Recently I read an article written by Nathan Bennett and Stephen Miles which was published in the May 2006 issue of Harvard Business Review entitled, “Second in Command” which discusses the relationship between CEOs and COOs. The authors point out that no two COOs have the same job description – not even two that have been employed by the same organization. This, they argue, is a result of the fact that position is determined largely by the needs (and strengths and weaknesses) of the CEO. They quote statistics that show the gradual decline in the number of COOs who are currently employed. More interestingly they point out that 17% of COOs, who are promoted to CEO, elect not to hire a replacement COO. I am surprised by this statistic, because I would imagine that a former COO would understand the benefit that a COO brings to an organization.

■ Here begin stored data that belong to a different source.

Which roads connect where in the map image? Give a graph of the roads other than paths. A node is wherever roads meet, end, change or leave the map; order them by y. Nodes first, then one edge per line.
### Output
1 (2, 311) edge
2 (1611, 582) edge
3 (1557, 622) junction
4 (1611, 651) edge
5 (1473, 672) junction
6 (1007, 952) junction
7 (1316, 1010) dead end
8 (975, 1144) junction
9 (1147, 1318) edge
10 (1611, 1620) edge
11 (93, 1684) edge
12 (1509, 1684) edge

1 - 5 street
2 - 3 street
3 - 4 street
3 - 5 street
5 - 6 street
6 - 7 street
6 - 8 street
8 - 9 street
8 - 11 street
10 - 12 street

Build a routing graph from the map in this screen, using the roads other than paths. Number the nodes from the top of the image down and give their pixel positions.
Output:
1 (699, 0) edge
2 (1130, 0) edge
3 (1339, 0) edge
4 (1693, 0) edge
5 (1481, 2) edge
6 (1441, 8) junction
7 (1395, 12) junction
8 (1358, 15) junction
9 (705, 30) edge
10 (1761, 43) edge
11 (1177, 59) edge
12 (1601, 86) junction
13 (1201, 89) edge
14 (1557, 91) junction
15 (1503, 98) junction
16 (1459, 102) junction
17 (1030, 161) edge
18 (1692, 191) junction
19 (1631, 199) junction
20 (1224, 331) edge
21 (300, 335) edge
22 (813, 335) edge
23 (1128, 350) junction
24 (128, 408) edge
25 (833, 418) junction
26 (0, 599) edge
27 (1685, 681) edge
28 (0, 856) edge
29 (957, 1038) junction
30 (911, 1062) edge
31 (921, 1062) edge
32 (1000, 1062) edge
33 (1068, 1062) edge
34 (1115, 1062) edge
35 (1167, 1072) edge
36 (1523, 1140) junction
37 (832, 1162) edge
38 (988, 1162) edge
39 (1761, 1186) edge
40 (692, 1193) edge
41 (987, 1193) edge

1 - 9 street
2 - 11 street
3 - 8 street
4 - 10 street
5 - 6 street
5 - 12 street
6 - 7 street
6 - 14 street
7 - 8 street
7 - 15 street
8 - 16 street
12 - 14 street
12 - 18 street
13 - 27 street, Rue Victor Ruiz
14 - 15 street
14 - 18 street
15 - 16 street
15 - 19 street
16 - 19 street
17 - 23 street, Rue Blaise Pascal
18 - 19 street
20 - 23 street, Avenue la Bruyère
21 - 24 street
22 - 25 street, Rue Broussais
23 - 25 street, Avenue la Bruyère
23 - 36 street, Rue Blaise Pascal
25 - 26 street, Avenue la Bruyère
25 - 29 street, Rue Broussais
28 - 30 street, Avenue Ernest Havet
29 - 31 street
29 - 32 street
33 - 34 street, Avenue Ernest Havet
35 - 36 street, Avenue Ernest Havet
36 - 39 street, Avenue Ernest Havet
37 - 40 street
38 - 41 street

Many would agree that, among many other things, the CEO needs to be focused on the long-term direction and strategy of the organization. The COO should be focused on the day-to-day operations of the business and implementing the CEOs vision. A mistake that some organizations make is by having a CEO who is too tactically focused. If we view those companies over a 5, 10 or 15 year period, I am willing to bet that those organizations – with tactically focused CEOs (and no COO) – will be much less successful than those with a CEO and COO.
Companies do need a second in command. The CEO can not effectively be both strategically and tactically focused. They need a trusted employee to focus their attention on the daily operations of the business and on executing on the CEOs strategy.